Merawat Kertas Khas Nusantara Daluang yang Terancam Punah
Pameran Buku Buruan Manglayang X Marjin Kiri selainkan menghadirkan beragam buku juga memamerkan kertas daluang, kertas khas nusantara yang terancam punah.
Penulis Emi La Palau27 Mei 2022
BandungBergerak.id - Gambar wayang beber turut mewarnai pameran buku Buruan Manglayang, Jalan Surapati, Kota Bandung, Sabtu (21/5/2022). Sepintas, wayang tersebut tampak terbuat dari kertas biasa. Tapi rupanya wayang ini berbahan kertas daluang, kertas kuno khas nusantara yang keberadaannya kini terancam punah.

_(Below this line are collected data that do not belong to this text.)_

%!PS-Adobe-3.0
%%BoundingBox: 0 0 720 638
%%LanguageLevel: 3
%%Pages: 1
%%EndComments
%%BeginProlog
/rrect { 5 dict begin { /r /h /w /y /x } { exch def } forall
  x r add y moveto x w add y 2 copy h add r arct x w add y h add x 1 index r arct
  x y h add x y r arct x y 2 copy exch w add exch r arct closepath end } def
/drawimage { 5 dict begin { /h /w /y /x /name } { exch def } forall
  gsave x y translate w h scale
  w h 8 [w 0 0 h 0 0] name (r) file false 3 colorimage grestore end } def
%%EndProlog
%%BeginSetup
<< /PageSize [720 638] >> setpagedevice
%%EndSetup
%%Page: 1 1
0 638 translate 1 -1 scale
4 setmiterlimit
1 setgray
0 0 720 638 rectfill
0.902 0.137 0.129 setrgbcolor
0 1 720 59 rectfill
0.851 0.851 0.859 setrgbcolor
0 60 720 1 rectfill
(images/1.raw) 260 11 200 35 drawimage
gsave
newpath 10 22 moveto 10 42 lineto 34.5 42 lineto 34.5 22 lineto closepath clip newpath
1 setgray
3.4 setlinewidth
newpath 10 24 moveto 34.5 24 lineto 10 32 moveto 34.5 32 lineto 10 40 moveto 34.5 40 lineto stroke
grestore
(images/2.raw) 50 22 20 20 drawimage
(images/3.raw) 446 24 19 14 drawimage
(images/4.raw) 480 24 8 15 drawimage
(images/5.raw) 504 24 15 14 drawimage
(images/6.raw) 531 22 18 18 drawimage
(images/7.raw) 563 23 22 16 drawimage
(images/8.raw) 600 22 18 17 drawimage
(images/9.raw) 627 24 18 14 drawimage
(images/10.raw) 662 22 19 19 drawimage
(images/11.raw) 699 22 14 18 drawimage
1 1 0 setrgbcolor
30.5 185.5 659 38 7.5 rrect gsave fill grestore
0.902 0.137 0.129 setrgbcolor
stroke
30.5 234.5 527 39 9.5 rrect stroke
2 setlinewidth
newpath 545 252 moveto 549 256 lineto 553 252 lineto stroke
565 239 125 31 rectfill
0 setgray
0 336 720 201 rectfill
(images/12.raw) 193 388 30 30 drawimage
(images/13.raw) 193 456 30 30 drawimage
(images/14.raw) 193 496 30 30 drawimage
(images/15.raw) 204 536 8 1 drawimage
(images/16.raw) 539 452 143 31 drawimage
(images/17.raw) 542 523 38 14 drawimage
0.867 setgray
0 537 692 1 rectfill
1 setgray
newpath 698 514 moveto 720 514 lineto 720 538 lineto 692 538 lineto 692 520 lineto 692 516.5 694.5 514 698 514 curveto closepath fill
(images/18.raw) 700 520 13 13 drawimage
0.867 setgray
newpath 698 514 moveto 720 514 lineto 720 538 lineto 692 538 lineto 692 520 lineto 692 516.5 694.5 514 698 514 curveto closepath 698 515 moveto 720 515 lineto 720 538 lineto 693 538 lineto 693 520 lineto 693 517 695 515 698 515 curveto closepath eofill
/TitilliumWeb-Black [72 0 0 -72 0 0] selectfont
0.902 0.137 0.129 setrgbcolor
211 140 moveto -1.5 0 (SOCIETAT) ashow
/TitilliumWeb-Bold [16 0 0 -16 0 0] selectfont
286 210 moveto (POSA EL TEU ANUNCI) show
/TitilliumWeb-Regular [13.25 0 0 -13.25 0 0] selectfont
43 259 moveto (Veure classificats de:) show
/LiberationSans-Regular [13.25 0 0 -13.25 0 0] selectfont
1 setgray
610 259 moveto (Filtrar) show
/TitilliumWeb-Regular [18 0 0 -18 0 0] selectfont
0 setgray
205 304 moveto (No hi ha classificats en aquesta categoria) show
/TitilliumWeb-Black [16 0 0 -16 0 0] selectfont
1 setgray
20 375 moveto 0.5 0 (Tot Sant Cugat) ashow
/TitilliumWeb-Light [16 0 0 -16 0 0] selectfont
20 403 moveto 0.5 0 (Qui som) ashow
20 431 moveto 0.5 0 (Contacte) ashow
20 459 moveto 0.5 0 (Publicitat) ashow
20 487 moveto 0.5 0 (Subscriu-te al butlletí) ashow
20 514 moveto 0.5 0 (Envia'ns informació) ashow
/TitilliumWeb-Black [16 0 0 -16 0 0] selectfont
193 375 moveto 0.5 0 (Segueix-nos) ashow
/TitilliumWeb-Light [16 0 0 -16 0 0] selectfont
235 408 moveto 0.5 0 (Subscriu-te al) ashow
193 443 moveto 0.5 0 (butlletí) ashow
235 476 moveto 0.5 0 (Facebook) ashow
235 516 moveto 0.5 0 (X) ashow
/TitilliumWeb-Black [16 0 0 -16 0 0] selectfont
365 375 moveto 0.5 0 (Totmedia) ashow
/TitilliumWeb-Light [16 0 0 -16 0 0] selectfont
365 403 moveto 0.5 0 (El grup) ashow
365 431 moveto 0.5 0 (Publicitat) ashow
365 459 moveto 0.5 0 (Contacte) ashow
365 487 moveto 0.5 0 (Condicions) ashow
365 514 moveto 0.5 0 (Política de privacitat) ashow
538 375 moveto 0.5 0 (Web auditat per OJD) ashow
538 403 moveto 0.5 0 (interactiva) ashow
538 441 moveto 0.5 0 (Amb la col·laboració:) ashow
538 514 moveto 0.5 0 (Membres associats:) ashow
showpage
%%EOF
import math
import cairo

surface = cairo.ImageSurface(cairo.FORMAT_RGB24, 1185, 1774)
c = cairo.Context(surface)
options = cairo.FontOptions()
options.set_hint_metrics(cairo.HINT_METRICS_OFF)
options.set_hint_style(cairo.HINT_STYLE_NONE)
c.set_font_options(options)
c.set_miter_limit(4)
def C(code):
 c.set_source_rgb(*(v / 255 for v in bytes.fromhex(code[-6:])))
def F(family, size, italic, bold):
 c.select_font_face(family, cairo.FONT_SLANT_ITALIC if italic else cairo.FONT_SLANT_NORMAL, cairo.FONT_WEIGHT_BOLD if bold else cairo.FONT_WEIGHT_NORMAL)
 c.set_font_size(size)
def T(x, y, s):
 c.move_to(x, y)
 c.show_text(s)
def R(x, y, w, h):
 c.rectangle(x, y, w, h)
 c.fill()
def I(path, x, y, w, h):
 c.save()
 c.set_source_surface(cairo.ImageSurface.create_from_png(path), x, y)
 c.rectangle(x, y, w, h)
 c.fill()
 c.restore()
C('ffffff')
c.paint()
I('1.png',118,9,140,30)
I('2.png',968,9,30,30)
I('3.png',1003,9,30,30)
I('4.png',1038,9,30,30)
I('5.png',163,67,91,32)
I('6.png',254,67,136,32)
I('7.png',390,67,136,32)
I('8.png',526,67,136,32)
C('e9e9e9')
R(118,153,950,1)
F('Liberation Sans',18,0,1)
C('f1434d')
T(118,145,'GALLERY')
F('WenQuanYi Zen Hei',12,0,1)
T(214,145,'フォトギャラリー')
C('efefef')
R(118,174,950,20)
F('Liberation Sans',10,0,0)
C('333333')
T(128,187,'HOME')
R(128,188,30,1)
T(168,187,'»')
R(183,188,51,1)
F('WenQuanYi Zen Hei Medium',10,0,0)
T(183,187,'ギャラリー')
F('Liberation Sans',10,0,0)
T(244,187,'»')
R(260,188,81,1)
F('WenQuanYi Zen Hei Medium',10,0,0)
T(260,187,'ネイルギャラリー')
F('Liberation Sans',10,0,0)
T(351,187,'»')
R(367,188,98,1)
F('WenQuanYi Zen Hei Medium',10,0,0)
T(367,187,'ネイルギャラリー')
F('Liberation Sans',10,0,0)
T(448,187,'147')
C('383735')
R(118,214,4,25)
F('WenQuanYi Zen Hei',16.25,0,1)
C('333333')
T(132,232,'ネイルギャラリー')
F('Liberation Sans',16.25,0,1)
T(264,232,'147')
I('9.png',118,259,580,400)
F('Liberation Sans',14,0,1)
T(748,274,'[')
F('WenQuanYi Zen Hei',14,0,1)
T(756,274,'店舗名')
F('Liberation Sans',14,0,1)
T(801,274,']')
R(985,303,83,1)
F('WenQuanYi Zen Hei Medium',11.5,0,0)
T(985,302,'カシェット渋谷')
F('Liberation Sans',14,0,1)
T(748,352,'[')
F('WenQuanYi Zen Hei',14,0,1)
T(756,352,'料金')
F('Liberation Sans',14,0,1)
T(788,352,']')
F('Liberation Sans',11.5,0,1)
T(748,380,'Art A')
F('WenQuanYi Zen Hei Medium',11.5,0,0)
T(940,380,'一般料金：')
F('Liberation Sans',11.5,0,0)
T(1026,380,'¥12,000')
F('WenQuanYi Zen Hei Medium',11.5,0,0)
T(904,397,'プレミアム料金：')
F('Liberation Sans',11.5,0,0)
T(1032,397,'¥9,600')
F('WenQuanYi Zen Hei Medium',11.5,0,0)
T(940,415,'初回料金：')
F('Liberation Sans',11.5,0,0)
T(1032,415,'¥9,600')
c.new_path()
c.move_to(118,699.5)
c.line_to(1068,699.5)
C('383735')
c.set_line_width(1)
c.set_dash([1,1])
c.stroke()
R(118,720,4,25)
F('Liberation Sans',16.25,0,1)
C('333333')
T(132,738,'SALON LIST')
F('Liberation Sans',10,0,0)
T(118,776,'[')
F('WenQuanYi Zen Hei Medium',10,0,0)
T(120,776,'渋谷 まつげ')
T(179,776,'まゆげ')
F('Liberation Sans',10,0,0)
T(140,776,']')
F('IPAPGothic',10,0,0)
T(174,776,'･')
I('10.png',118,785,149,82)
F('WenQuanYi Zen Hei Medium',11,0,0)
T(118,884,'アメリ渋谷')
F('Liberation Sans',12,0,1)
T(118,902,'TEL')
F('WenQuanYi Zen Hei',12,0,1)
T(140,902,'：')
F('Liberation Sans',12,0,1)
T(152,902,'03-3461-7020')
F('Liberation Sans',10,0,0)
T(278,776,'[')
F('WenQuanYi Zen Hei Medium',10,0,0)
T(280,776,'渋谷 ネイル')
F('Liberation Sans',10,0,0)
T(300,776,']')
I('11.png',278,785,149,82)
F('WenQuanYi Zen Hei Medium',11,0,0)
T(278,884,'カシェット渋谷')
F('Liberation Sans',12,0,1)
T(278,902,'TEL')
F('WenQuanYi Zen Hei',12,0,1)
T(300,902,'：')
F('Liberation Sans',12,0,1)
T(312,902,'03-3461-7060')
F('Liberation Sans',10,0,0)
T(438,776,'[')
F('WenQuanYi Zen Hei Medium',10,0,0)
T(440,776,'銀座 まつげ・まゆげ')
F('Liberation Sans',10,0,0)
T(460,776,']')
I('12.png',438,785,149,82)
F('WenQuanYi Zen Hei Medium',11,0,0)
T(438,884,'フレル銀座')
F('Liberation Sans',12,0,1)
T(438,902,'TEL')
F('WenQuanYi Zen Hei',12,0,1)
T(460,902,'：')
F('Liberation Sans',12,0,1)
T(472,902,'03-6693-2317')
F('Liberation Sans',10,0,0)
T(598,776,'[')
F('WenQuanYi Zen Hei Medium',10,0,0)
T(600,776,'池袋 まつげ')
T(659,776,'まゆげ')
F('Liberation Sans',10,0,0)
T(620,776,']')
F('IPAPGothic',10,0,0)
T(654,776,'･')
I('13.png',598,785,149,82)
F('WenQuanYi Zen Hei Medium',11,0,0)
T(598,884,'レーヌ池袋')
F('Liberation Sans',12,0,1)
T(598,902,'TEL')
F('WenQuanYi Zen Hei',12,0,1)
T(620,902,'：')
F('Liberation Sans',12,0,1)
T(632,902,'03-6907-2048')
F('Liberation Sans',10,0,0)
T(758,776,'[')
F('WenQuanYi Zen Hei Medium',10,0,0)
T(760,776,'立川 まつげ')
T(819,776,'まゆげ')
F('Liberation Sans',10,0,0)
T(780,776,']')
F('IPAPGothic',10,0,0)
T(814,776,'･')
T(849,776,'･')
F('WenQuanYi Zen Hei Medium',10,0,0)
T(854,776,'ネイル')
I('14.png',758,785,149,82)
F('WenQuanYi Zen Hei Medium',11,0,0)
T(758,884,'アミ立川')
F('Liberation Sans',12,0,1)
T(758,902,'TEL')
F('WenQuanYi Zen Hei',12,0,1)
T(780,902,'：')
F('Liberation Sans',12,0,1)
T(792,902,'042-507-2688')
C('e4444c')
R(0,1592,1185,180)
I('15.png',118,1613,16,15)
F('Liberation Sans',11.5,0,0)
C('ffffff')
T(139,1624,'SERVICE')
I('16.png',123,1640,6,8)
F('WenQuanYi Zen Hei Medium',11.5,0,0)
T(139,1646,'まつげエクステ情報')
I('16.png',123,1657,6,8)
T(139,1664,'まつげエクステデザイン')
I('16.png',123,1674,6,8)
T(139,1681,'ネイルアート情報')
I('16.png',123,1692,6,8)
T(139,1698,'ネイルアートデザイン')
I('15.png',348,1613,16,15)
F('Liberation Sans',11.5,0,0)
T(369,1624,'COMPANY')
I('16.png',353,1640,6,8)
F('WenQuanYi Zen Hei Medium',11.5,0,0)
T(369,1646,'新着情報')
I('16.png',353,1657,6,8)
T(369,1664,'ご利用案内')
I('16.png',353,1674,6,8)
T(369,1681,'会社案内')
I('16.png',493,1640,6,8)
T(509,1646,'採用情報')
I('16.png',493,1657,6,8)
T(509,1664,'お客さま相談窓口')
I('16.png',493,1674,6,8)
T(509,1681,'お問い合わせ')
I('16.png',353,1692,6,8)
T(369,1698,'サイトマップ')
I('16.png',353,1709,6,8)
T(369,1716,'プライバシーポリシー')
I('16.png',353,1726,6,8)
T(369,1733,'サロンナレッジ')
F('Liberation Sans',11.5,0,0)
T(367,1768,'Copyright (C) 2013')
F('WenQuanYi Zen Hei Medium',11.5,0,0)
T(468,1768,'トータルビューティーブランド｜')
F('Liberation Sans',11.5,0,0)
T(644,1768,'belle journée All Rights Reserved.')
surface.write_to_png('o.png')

Meski berbahan tradisional, wayang beber berbahan pohon saeh (Papermulberry) itu tampak kokoh dan unik. Daluang merupakan sebutan untuk kertas tradisional dalam bahasa Sunda. Tahun 2014, Kementrian Pendidikan dan Kebudayaan menyatakan daluang sebagai Warisan Budaya Tak Benda Indonesia (WBTBI), sesuai SK Mendikbud Nomor 270/P/2014.
Salah satu perajin daluang, Mufis Sururi menceritakan kertas daluang secara historis telah ada sejak abad ke-14, ada salah satu naskah ada di Kerinci, Sumatera. Namun dalam perjalanan sejarah, jumlah para perajin kertas daluang terus menyusut.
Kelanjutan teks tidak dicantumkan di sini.